TASK TO CARRY OUT: Copy out the entries below in full and exactly.

[Collected data]
--------------------------------

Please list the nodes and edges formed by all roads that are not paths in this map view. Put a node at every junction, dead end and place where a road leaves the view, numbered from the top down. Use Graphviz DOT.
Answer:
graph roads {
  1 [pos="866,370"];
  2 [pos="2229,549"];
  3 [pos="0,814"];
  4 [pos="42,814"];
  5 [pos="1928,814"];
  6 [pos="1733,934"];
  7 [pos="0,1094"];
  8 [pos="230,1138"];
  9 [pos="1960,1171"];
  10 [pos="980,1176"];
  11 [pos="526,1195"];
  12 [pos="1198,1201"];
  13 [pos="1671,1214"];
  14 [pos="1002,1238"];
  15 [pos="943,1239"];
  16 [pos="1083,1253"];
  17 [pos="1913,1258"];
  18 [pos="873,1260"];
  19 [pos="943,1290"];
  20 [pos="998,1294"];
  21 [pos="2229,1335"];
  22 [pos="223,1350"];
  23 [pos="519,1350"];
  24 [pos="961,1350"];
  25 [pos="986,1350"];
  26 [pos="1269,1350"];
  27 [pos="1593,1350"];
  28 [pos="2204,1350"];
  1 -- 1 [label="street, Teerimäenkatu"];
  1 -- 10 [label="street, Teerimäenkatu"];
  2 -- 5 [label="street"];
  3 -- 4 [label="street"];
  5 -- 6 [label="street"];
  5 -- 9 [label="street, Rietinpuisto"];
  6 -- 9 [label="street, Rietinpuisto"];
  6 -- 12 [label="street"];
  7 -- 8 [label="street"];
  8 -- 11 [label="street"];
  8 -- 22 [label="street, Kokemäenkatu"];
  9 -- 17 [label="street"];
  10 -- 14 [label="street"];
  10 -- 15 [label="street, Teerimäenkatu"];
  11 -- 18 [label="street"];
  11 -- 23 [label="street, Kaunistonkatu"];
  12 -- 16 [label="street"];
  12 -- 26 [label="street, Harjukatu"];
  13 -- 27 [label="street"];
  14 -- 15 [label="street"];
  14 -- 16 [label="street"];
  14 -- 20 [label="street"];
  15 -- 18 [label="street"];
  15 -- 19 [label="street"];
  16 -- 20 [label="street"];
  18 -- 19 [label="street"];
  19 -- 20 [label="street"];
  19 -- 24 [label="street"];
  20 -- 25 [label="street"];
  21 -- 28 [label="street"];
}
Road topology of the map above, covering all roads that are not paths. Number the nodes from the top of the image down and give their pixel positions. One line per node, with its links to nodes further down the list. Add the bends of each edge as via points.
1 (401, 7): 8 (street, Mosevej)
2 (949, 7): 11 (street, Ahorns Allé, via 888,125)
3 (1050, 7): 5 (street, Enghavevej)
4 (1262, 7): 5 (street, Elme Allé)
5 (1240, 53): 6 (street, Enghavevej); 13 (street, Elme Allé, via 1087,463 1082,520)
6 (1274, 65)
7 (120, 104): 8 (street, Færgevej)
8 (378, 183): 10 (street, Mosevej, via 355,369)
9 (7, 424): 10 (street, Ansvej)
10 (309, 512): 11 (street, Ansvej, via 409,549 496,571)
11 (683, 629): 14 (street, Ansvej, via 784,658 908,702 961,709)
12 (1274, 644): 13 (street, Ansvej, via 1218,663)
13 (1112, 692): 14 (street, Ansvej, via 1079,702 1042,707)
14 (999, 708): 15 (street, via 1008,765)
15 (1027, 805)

--------------------------------

FINAL ANSWER:
Please list the nodes and edges formed by all roads that are not paths in this map view. Put a node at every junction, dead end and place where a road leaves the view, numbered from the top down. Use Graphviz DOT.
Answer:
graph roads {
  1 [pos="866,370"];
  2 [pos="2229,549"];
  3 [pos="0,814"];
  4 [pos="42,814"];
  5 [pos="1928,814"];
  6 [pos="1733,934"];
  7 [pos="0,1094"];
  8 [pos="230,1138"];
  9 [pos="1960,1171"];
  10 [pos="980,1176"];
  11 [pos="526,1195"];
  12 [pos="1198,1201"];
  13 [pos="1671,1214"];
  14 [pos="1002,1238"];
  15 [pos="943,1239"];
  16 [pos="1083,1253"];
  17 [pos="1913,1258"];
  18 [pos="873,1260"];
  19 [pos="943,1290"];
  20 [pos="998,1294"];
  21 [pos="2229,1335"];
  22 [pos="223,1350"];
  23 [pos="519,1350"];
  24 [pos="961,1350"];
  25 [pos="986,1350"];
  26 [pos="1269,1350"];
  27 [pos="1593,1350"];
  28 [pos="2204,1350"];
  1 -- 1 [label="street, Teerimäenkatu"];
  1 -- 10 [label="street, Teerimäenkatu"];
  2 -- 5 [label="street"];
  3 -- 4 [label="street"];
  5 -- 6 [label="street"];
  5 -- 9 [label="street, Rietinpuisto"];
  6 -- 9 [label="street, Rietinpuisto"];
  6 -- 12 [label="street"];
  7 -- 8 [label="street"];
  8 -- 11 [label="street"];
  8 -- 22 [label="street, Kokemäenkatu"];
  9 -- 17 [label="street"];
  10 -- 14 [label="street"];
  10 -- 15 [label="street, Teerimäenkatu"];
  11 -- 18 [label="street"];
  11 -- 23 [label="street, Kaunistonkatu"];
  12 -- 16 [label="street"];
  12 -- 26 [label="street, Harjukatu"];
  13 -- 27 [label="street"];
  14 -- 15 [label="street"];
  14 -- 16 [label="street"];
  14 -- 20 [label="street"];
  15 -- 18 [label="street"];
  15 -- 19 [label="street"];
  16 -- 20 [label="street"];
  18 -- 19 [label="street"];
  19 -- 20 [label="street"];
  19 -- 24 [label="street"];
  20 -- 25 [label="street"];
  21 -- 28 [label="street"];
}
Road topology of the map above, covering all roads that are not paths. Number the nodes from the top of the image down and give their pixel positions. One line per node, with its links to nodes further down the list. Add the bends of each edge as via points.
1 (401, 7): 8 (street, Mosevej)
2 (949, 7): 11 (street, Ahorns Allé, via 888,125)
3 (1050, 7): 5 (street, Enghavevej)
4 (1262, 7): 5 (street, Elme Allé)
5 (1240, 53): 6 (street, Enghavevej); 13 (street, Elme Allé, via 1087,463 1082,520)
6 (1274, 65)
7 (120, 104): 8 (street, Færgevej)
8 (378, 183): 10 (street, Mosevej, via 355,369)
9 (7, 424): 10 (street, Ansvej)
10 (309, 512): 11 (street, Ansvej, via 409,549 496,571)
11 (683, 629): 14 (street, Ansvej, via 784,658 908,702 961,709)
12 (1274, 644): 13 (street, Ansvej, via 1218,663)
13 (1112, 692): 14 (street, Ansvej, via 1079,702 1042,707)
14 (999, 708): 15 (street, via 1008,765)
15 (1027, 805)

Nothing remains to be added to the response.